_Exercise details_
Leaving the images out, output each entry below exactly.

= = = = = = =

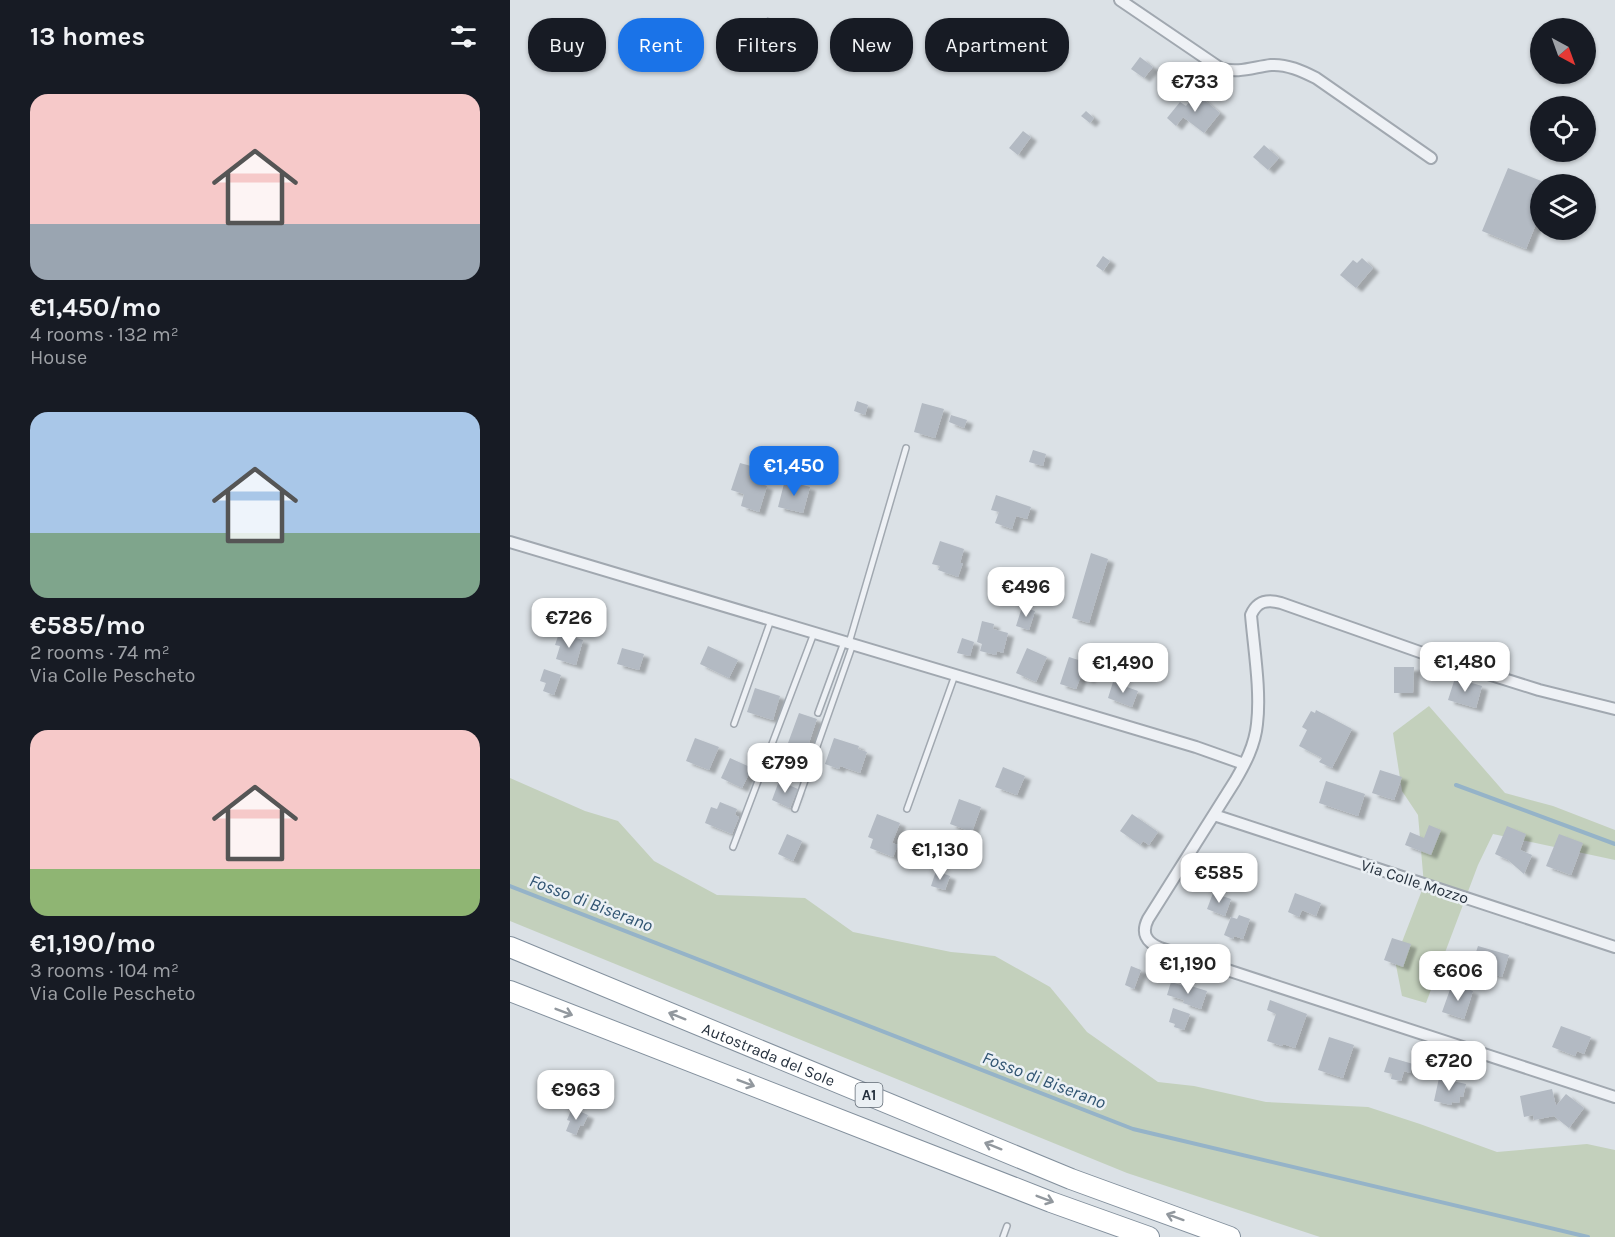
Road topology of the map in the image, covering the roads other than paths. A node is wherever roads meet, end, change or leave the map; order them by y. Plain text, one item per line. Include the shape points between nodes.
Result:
1 (1120, 0) edge
2 (1431, 158) dead end
3 (906, 448) dead end
4 (510, 542) edge
5 (771, 620) junction
6 (814, 633) junction
7 (849, 643) junction
8 (955, 675) junction
9 (1615, 709) edge
10 (818, 713) dead end
11 (734, 724) dead end
12 (1244, 764) junction
13 (795, 809) dead end
14 (907, 809) dead end
15 (1214, 815) junction
16 (733, 847) dead end
17 (510, 947) edge
18 (1615, 947) edge
19 (510, 991) edge
20 (1615, 1097) edge
21 (1007, 1227) dead end
22 (1003, 1237) edge
23 (1149, 1237) edge
24 (1230, 1237) edge

1 - 2 street via 1220,68 1234,71 1273,65 1316,78
3 - 7 lane
4 - 5 street
5 - 6 street
5 - 11 lane
6 - 7 street
6 - 16 lane
7 - 8 street
7 - 10 lane
7 - 13 lane
8 - 12 street
8 - 14 lane
9 - 12 street via 1539,690 1270,601 1257,606 1251,615 1258,715
12 - 15 street
15 - 18 street, Via Colle Mozzo
15 - 20 street via 1147,922 1145,931 1152,944
24 -> 17 highway, Autostrada del Sole / A1 via 1071,1179
19 -> 23 highway, Autostrada del Sole / A1
21 - 22 lane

= = = = = = =

_Answer_
Road topology of the map in the image, covering the roads other than paths. A node is wherever roads meet, end, change or leave the map; order them by y. Plain text, one item per line. Include the shape points between nodes.
Result:
1 (1120, 0) edge
2 (1431, 158) dead end
3 (906, 448) dead end
4 (510, 542) edge
5 (771, 620) junction
6 (814, 633) junction
7 (849, 643) junction
8 (955, 675) junction
9 (1615, 709) edge
10 (818, 713) dead end
11 (734, 724) dead end
12 (1244, 764) junction
13 (795, 809) dead end
14 (907, 809) dead end
15 (1214, 815) junction
16 (733, 847) dead end
17 (510, 947) edge
18 (1615, 947) edge
19 (510, 991) edge
20 (1615, 1097) edge
21 (1007, 1227) dead end
22 (1003, 1237) edge
23 (1149, 1237) edge
24 (1230, 1237) edge

1 - 2 street via 1220,68 1234,71 1273,65 1316,78
3 - 7 lane
4 - 5 street
5 - 6 street
5 - 11 lane
6 - 7 street
6 - 16 lane
7 - 8 street
7 - 10 lane
7 - 13 lane
8 - 12 street
8 - 14 lane
9 - 12 street via 1539,690 1270,601 1257,606 1251,615 1258,715
12 - 15 street
15 - 18 street, Via Colle Mozzo
15 - 20 street via 1147,922 1145,931 1152,944
24 -> 17 highway, Autostrada del Sole / A1 via 1071,1179
19 -> 23 highway, Autostrada del Sole / A1
21 - 22 lane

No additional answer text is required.